A review of the literature covering immediate and early implant loading shows that micromotion of the implant during the healing phase compromises osseointegration.23 However, the level of evidence regarding bone response with successfully osseointegrated implant loading is weak.23 Except in cases with inflammation, it is unclear whether occlusal overload can lead to peri-implant bone loss around osseointegrated implants.23 Despite the lack of literature regarding implant loading and bone loss, due diligence should be given to the occlusion of the implant restoration.24 Preventing occlusal overloading requires comprehensive examinations, careful treatment planning and precise prosthetic implementation.25 When restoring implants, the risk of occlusal overload can be minimized by reducing cantilevers, increasing contact points, managing parafunctional habits, narrowing the occlusal table, and decreasing cuspal inclines (Figure 6).26

Teeth restored with a cement-retained bridge, implants sites were treated for peri-implantitis.
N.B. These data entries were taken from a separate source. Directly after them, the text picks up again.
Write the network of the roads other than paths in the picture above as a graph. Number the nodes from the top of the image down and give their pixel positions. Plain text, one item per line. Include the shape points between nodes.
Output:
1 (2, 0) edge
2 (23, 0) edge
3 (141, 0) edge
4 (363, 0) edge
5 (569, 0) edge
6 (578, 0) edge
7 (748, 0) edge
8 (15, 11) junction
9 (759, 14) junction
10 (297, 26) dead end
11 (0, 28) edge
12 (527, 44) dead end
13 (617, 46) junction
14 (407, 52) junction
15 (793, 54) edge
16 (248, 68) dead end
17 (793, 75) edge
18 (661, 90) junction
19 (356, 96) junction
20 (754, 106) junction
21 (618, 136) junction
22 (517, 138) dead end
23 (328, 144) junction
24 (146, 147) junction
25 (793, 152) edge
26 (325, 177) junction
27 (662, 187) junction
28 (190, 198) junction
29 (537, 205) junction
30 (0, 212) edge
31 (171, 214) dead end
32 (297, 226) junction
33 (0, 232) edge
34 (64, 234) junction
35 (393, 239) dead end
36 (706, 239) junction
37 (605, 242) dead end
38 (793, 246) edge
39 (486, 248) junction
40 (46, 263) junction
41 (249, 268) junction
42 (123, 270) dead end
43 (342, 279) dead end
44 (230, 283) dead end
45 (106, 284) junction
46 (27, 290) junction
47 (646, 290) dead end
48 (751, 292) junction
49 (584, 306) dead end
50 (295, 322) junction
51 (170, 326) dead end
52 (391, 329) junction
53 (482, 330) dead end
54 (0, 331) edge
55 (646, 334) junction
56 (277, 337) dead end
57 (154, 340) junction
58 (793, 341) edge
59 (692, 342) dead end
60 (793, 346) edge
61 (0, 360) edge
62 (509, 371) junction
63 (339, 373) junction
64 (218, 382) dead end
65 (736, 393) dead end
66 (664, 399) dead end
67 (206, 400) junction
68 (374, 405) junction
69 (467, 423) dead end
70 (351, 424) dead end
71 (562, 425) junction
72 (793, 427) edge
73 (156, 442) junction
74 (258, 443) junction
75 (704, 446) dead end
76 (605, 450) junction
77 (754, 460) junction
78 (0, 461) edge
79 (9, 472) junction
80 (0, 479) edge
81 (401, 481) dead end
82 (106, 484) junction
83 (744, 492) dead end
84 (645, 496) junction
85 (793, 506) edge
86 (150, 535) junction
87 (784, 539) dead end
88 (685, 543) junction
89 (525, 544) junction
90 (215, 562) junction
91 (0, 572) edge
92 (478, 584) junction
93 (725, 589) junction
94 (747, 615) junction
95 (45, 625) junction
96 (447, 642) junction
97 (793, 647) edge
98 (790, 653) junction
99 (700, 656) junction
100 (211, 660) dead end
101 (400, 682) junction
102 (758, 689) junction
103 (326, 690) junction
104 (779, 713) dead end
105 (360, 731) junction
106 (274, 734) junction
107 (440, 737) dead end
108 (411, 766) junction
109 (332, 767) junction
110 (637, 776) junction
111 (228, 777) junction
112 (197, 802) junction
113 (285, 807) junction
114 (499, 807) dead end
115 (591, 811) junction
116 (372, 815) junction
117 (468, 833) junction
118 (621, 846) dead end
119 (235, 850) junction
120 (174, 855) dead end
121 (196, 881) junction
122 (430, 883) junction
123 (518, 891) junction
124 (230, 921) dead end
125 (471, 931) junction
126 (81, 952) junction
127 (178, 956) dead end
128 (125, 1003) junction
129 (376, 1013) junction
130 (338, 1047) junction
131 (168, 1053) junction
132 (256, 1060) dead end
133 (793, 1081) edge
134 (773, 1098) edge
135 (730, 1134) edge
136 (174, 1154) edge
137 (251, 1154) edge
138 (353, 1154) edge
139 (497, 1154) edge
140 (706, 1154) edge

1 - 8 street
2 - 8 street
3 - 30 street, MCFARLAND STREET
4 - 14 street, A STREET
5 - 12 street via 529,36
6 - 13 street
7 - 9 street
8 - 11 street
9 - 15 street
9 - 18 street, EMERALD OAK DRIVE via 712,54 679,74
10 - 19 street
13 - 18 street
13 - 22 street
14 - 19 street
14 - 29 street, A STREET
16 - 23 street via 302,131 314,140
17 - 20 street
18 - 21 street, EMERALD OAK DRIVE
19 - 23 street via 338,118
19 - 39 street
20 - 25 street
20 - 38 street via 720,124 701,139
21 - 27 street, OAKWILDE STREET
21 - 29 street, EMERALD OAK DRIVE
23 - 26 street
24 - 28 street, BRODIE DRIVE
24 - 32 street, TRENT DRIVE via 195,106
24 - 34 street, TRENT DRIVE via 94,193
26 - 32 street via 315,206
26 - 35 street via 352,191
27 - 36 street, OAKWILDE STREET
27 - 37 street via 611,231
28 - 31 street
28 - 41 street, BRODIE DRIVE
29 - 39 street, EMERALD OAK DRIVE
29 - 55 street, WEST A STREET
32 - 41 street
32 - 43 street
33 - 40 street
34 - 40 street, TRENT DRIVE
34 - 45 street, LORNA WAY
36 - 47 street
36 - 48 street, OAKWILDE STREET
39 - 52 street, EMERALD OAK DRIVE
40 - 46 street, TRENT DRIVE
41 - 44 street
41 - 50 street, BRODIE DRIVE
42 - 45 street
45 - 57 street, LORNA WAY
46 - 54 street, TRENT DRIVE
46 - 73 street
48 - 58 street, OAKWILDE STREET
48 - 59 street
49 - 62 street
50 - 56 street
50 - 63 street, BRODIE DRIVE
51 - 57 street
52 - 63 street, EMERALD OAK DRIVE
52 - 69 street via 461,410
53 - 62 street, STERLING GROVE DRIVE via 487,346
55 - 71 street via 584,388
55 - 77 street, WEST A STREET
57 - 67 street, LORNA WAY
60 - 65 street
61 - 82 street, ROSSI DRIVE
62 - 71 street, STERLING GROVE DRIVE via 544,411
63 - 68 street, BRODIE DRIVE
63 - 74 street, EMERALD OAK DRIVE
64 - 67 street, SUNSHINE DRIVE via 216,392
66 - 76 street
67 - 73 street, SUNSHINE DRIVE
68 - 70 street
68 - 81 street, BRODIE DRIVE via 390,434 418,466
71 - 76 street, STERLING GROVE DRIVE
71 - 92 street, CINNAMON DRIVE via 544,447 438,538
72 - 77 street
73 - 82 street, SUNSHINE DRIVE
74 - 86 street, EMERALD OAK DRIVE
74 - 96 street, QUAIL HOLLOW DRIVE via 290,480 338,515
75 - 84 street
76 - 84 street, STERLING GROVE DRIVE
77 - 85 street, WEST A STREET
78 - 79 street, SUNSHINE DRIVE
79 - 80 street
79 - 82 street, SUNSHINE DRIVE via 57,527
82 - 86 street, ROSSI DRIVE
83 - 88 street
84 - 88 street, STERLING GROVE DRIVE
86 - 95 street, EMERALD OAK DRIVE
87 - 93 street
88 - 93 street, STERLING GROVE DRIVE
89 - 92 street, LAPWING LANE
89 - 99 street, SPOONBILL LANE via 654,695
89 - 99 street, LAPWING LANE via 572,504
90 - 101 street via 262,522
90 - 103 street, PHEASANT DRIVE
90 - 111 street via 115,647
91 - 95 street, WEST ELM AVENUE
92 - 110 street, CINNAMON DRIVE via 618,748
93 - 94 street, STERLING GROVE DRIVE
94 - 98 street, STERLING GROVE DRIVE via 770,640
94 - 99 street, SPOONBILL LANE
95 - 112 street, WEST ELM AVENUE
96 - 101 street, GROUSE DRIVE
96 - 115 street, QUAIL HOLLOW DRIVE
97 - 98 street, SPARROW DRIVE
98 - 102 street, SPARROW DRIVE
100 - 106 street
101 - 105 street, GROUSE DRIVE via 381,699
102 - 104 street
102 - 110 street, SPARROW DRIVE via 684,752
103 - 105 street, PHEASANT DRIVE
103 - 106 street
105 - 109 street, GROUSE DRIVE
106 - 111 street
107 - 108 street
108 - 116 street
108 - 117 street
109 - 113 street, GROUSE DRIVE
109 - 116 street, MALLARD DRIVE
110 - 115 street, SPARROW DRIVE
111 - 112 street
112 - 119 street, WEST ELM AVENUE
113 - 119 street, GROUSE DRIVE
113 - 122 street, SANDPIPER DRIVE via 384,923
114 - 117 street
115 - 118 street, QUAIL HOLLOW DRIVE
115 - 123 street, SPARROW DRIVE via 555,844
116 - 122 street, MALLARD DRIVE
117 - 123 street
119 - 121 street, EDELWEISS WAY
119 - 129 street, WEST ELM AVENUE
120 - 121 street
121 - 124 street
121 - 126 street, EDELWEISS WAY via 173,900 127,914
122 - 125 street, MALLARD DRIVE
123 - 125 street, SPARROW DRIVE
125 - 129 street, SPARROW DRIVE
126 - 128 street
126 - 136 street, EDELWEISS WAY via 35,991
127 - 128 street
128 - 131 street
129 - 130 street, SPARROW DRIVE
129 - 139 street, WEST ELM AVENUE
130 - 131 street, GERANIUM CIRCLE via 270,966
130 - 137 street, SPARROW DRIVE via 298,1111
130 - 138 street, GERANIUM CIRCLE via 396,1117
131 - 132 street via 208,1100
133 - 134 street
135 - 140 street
FIGURE 6. Restored with a cement-retained bridge, implants sites #7, 9 and 11 were treated for peri-implantitis. These implants may also have been subject to excessive occlusal forces. Sites #8 and 9 had their incisal edges fractured off. Wear facets were noted in other sites.

CLINICAL RECOMMENDATIONS

Given the current evidence, the following recommendations should be considered when restoring bone-level implants:

  • Abutment/crown margins should be more than 2 mm from marginal bone levels
  • The emergence profile should be concave, as convex emergence profiles have been found to be a risk factor for peri-implantitis
  • Prosthesis design should allow accessibility for oral hygiene
  • Screw-retained restorations should be used when possible
  • Excess cement removal will minimize risk of peri-implant disease
  • Use internal connection implants
  • Evaluate and control occlusal forces to minimize the risk of occlusal overloading

CONCLUSION

Implant prosthesis design plays an important role in determining the patient’s risk for developing peri-implant mucositis and peri-implantitis. As noted in the foregoing discussion, prosthetic design elements to be considered include abutment height, abutment/implant connections, prosthesis contours, retained excess cement, access for oral hygiene (especially self-care), and management of occlusal forces.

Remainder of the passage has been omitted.